Use it in JSX by reading the projection as a store:

<For each={items()}>
{(item) => (
<li
class={selected[item().id] ? "selected" : ""}
onClick={() => setSelectedId(item().id)}
>
{item().name}
</li>
)}
</For>

This scales to thousands of items because only two DOM nodes update per selection change.


Reconciled projections

When the derive function returns a value, that value is reconciled into the projection store. Reconciliation preserves object identity for unchanged entries, keyed by options.key (default "id"). This makes it efficient for keyed list rendering — unchanged items keep their reference, so <For> skips re-rendering them.
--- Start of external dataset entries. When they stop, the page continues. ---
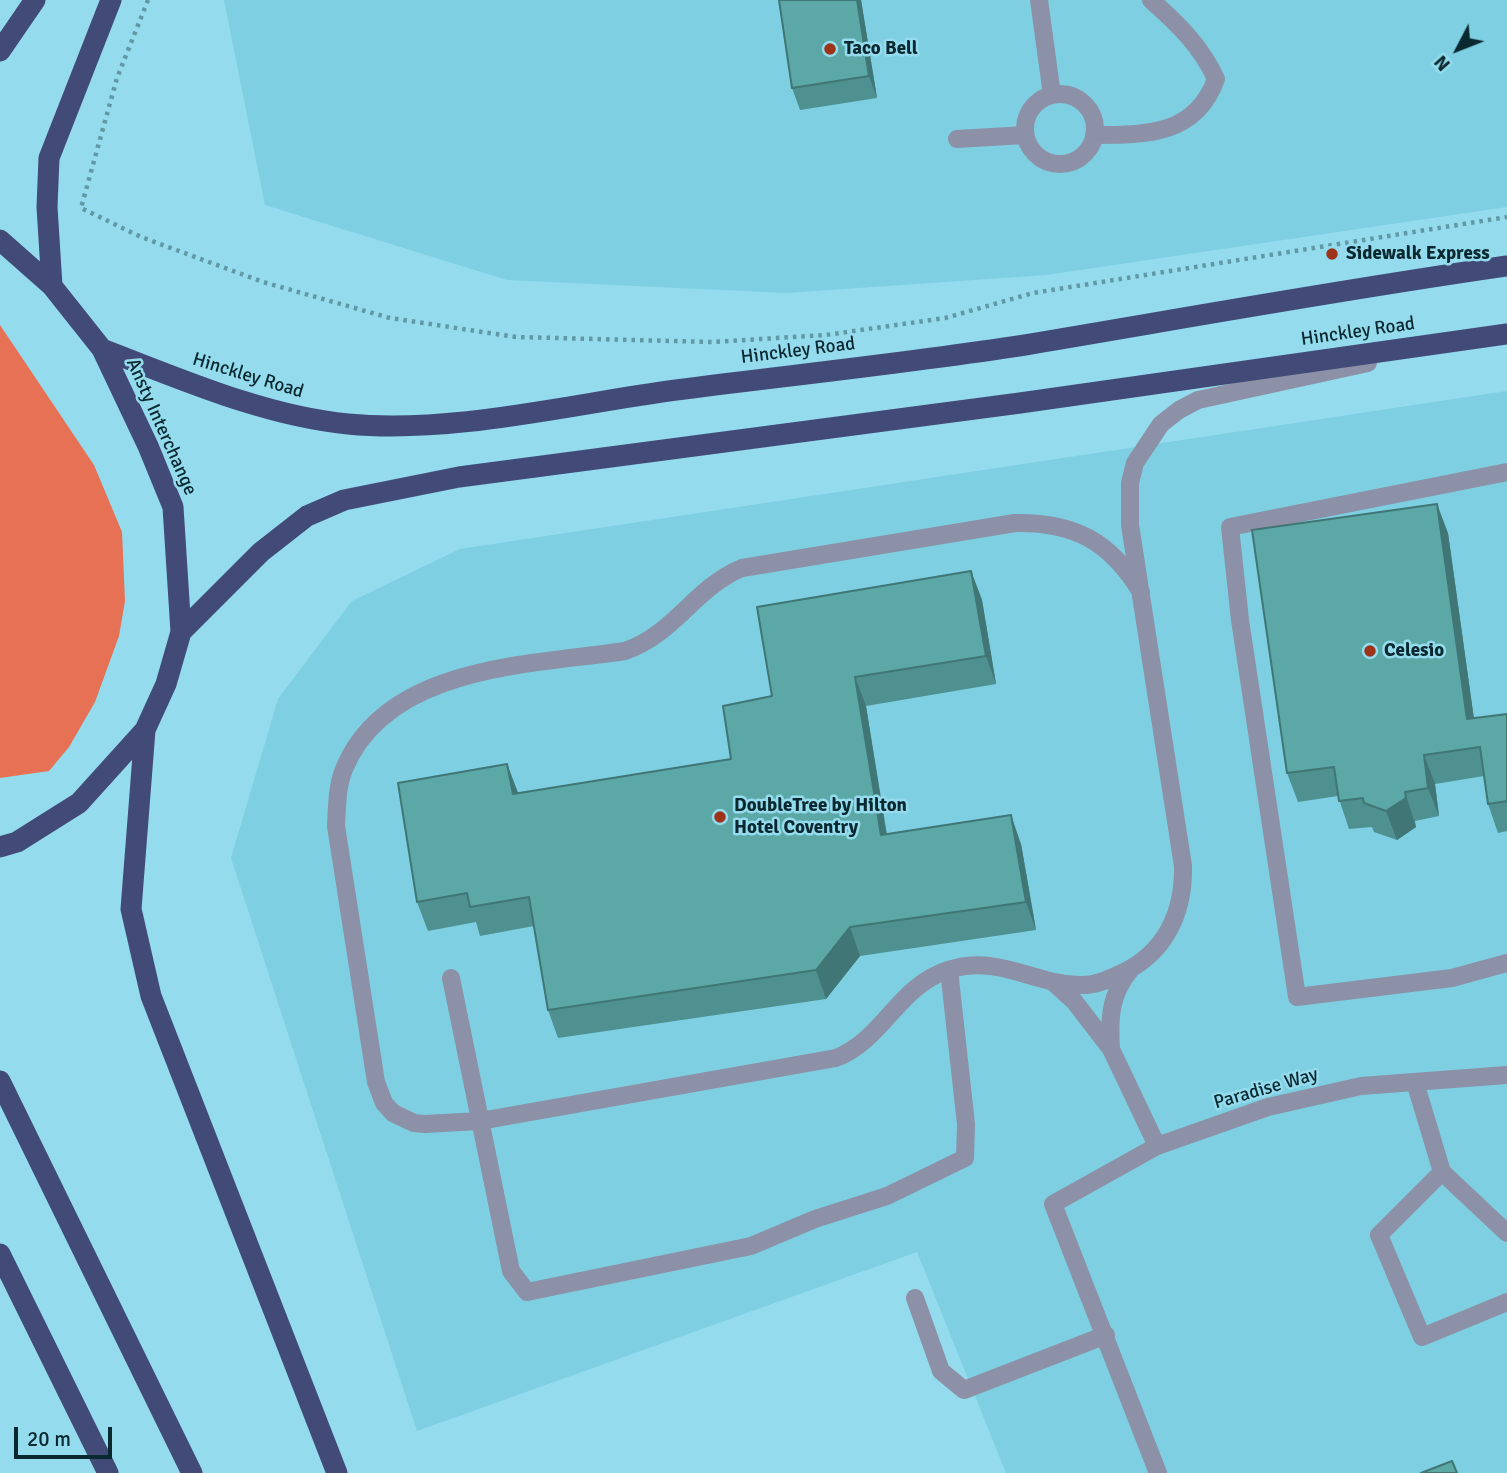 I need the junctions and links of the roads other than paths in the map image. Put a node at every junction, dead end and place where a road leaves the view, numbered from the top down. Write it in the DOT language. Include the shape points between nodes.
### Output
graph roads {
  1 [pos="35,0"];
  2 [pos="111,0"];
  3 [pos="1039,0"];
  4 [pos="1151,0"];
  5 [pos="0,51"];
  6 [pos="1052,95"];
  7 [pos="1025,135"];
  8 [pos="1094,135"];
  9 [pos="957,139"];
  10 [pos="0,240"];
  11 [pos="1507,266"];
  12 [pos="52,286"];
  13 [pos="1507,334"];
  14 [pos="1484,337"];
  15 [pos="102,349"];
  16 [pos="1507,472"];
  17 [pos="1140,592"];
  18 [pos="181,632"];
  19 [pos="145,730"];
  20 [pos="8,845"];
  21 [pos="1507,963"];
  22 [pos="1130,969"];
  23 [pos="949,970"];
  24 [pos="451,978"];
  25 [pos="1054,982"];
  26 [pos="1111,1049"];
  27 [pos="1507,1075"];
  28 [pos="0,1080"];
  29 [pos="1415,1082"];
  30 [pos="480,1121"];
  31 [pos="1157,1146"];
  32 [pos="1442,1172"];
  33 [pos="1507,1233"];
  34 [pos="0,1254"];
  35 [pos="915,1298"];
  36 [pos="1507,1302"];
  37 [pos="1106,1335"];
  38 [pos="107,1473"];
  39 [pos="192,1473"];
  40 [pos="337,1473"];
  41 [pos="1158,1473"];
  1 -- 5 [label="highway"];
  2 -- 12 [label="highway" via="48,158"];
  3 -- 6 [label="street"];
  4 -- 8 [label="street" via="1205,55 1216,79 1208,102 1174,127"];
  6 -- 7 [label="street" via="1029,112"];
  6 -- 8 [label="street" via="1069,95 1086,105 1093,117"];
  7 -- 8 [label="street" via="1036,155 1056,164 1077,159"];
  7 -- 9 [label="street"];
  10 -- 12 [label="highway, Ansty Interchange"];
  11 -- 15 [label="highway, Hinckley Road" via="1331,291 1021,345 393,428 307,418 216,392"];
  12 -- 15 [label="highway, Ansty Interchange"];
  13 -- 14 [label="highway, Hinckley Road"];
  14 -- 17 [label="street" via="1198,400 1179,410 1146,442 1129,483"];
  14 -- 18 [label="highway, Hinckley Road" via="458,477 344,500 307,516 261,552"];
  15 -- 18 [label="highway, Ansty Interchange" via="173,507"];
  16 -- 21 [label="street" via="1230,527 1297,997 1452,978"];
  17 -- 22 [label="street" via="1183,886 1169,932"];
  17 -- 30 [label="street" via="1115,557 1094,540 1077,530 1037,522 767,563 720,578 675,623 641,646 463,674 413,697 372,725 343,770 335,827 379,1093 393,1113 414,1123"];
  18 -- 19 [label="highway, Ansty Interchange" via="166,684"];
  19 -- 20 [label="highway, Ansty Interchange" via="79,803"];
  19 -- 40 [label="highway" via="131,909 151,996"];
  22 -- 25 [label="street" via="1102,982"];
  22 -- 26 [label="street" via="1118,984 1112,1003"];
  23 -- 25 [label="street" via="989,965"];
  23 -- 30 [label="street" via="916,987 893,1007 867,1041 836,1058"];
  23 -- 30 [label="street" via="966,1124 965,1157 887,1196 751,1246 527,1292 511,1271"];
  24 -- 30 [label="street"];
  25 -- 26 [label="street"];
  26 -- 31 [label="street"];
  27 -- 29 [label="street, Paradise Way"];
  28 -- 39 [label="highway"];
  29 -- 31 [label="street, Paradise Way" via="1361,1086 1268,1107"];
  29 -- 32 [label="street"];
  31 -- 37 [label="street, Paradise Way" via="1053,1204"];
  32 -- 33 [label="street"];
  32 -- 36 [label="street" via="1380,1235 1422,1337"];
  34 -- 38 [label="highway"];
  35 -- 37 [label="street" via="940,1371 964,1390"];
  37 -- 41 [label="street"];
}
This is particularly useful for async-derived data:

const users = createProjection(async () => {
return await api.listUsers()
}, [], { key: "id" })

When the API returns new data:

  • New items are added
  • Removed items are deleted
  • Unchanged items keep their object identity (no unnecessary re-renders)
  • Changed items are updated granularly

Render the projection like any store:

<For each={users}>
{(user) => <UserCard user={user()} />}
</For>

Derived caches

Projections can compute and cache expensive derived data from reactive inputs:

import { createProjection } from "solid-js/store"
const stats = createProjection((draft) => {
const data = rawData()
draft.total = data.length
draft.average = data.reduce((a, b) => a + b, 0) / data.length
draft.max = Math.max(...data)
}, { total: 0, average: 0, max: 0 })

Components reading stats.total won't re-render when only stats.max changes — the store provides fine-grained tracking at the property level.


createStore(fn) shorthand

For simpler derived stores, createStore accepts a function as a shorthand:

import { createStore } from "solid-js/store"
const [cache] = createStore((draft) => {
draft.value = expensive(selector())
}, { value: 0 })

This is equivalent to createProjection but uses the familiar createStore API. Use createProjection directly when you need:

  • Reconciliation via return values (options.key)
  • Async derive functions
  • The projection as a read-only store (no setter returned)

When to use projections

PatternUse
Selection (active item in a list)createProjection with draft mutation
Fetched list data with keyed reconciliationcreateProjection with return value + key option
Cached derived computations on a store shapecreateProjection or createStore(fn)
Simple derived value (single value, not a store)createMemo instead

Projections are the store-level equivalent of memos. If your derived data is a single value, use createMemo. If it's an object or list where you want fine-grained property-level reactivity, use a projection.